## BRIEF
Where does the string "Lake" appear in the listing below? Copy every line where it does.

--- SUPPLIED ENTRIES Enclosed Below ---

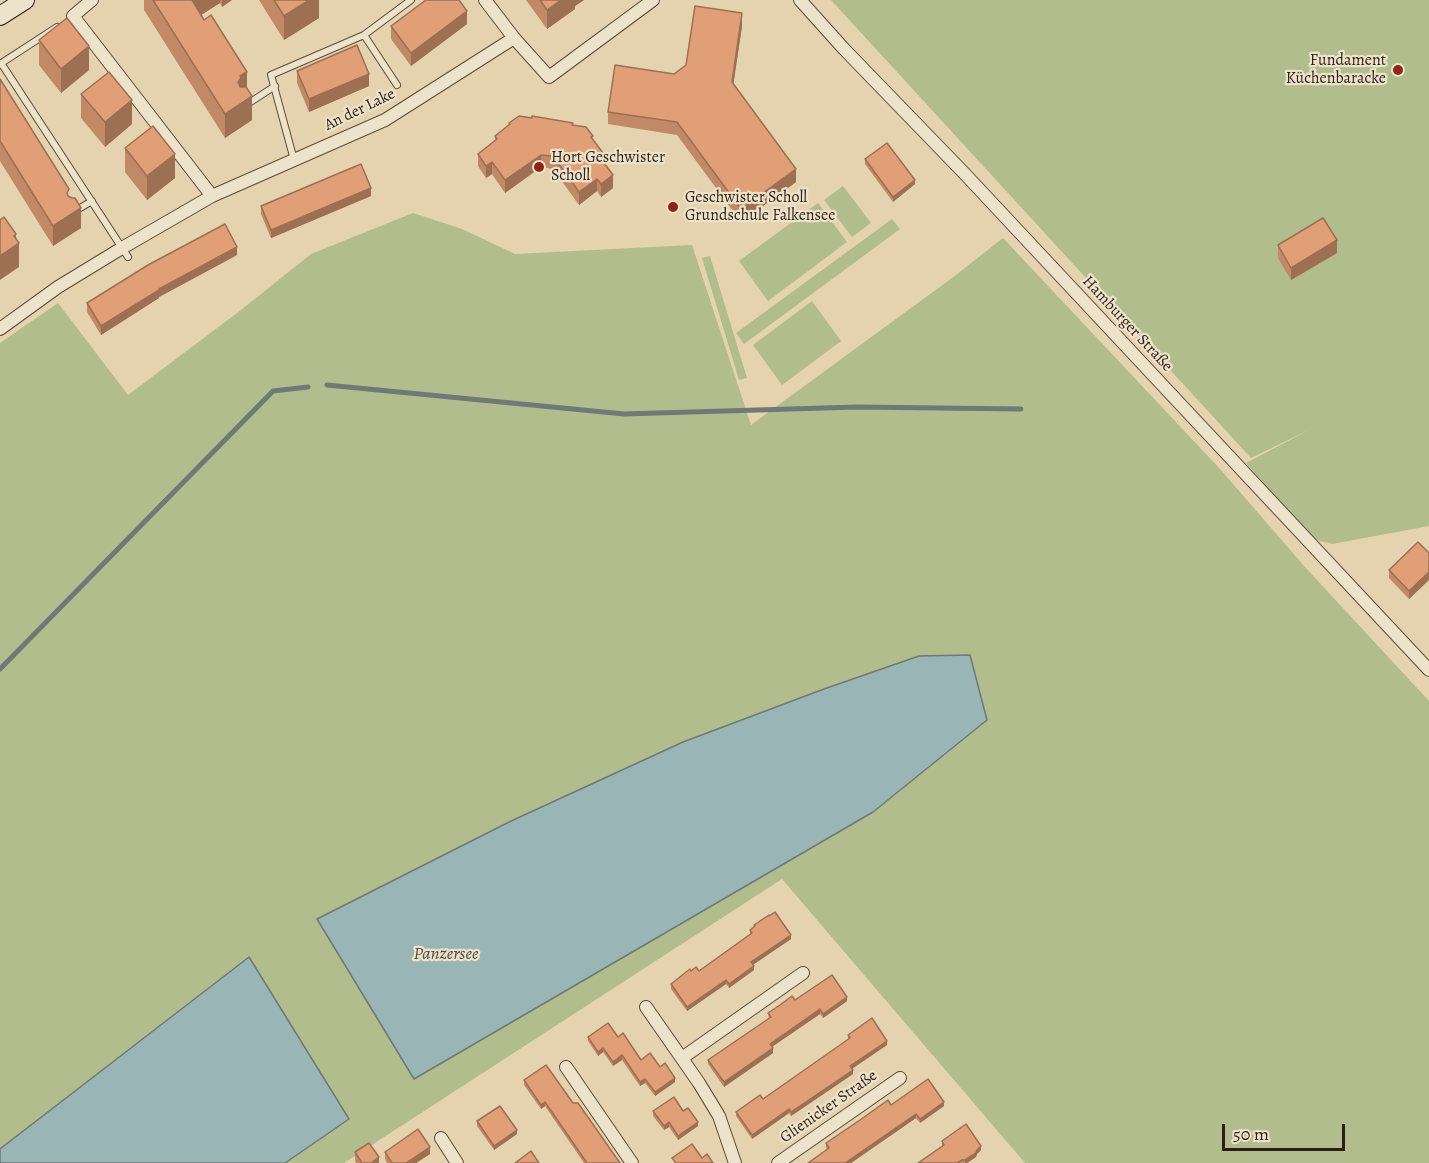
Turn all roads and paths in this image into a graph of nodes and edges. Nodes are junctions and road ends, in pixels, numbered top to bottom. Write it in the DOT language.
graph roads {
  1 [pos="25,0"];
  2 [pos="92,0"];
  3 [pos="411,0"];
  4 [pos="485,0"];
  5 [pos="653,0"];
  6 [pos="800,0"];
  7 [pos="0,16"];
  8 [pos="73,16"];
  9 [pos="364,35"];
  10 [pos="514,38"];
  11 [pos="1,64"];
  12 [pos="397,85"];
  13 [pos="275,86"];
  14 [pos="243,106"];
  15 [pos="294,160"];
  16 [pos="212,196"];
  17 [pos="92,201"];
  18 [pos="72,213"];
  19 [pos="125,253"];
  20 [pos="0,329"];
  21 [pos="1429,670"];
  22 [pos="803,973"];
  23 [pos="646,1007"];
  24 [pos="682,1058"];
  25 [pos="566,1067"];
  26 [pos="900,1078"];
  27 [pos="441,1138"];
  28 [pos="457,1163"];
  29 [pos="632,1163"];
  30 [pos="735,1163"];
  31 [pos="778,1163"];
  1 -- 7 [label="main road"];
  2 -- 8 [label="street"];
  3 -- 9 [label="lane"];
  4 -- 10 [label="street"];
  5 -- 10 [label="street"];
  6 -- 21 [label="street, Hamburger Straße"];
  8 -- 11 [label="lane"];
  8 -- 16 [label="street"];
  9 -- 12 [label="lane"];
  9 -- 13 [label="lane"];
  10 -- 15 [label="street, An der Lake"];
  11 -- 17 [label="lane"];
  13 -- 14 [label="lane"];
  13 -- 15 [label="lane"];
  15 -- 16 [label="street, An der Lake"];
  16 -- 19 [label="street, An der Lake"];
  17 -- 18 [label="lane"];
  17 -- 19 [label="lane"];
  19 -- 20 [label="street, An der Lake"];
  22 -- 24 [label="street"];
  23 -- 24 [label="street"];
  24 -- 30 [label="street"];
  25 -- 29 [label="street"];
  26 -- 31 [label="street, Glienicker Straße"];
  27 -- 28 [label="street"];
}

--- End of Enclosed SUPPLIED ENTRIES ---

## RESULT FOR THIS TASK
  10 -- 15 [label="street, An der Lake"];
  15 -- 16 [label="street, An der Lake"];
  16 -- 19 [label="street, An der Lake"];
  19 -- 20 [label="street, An der Lake"];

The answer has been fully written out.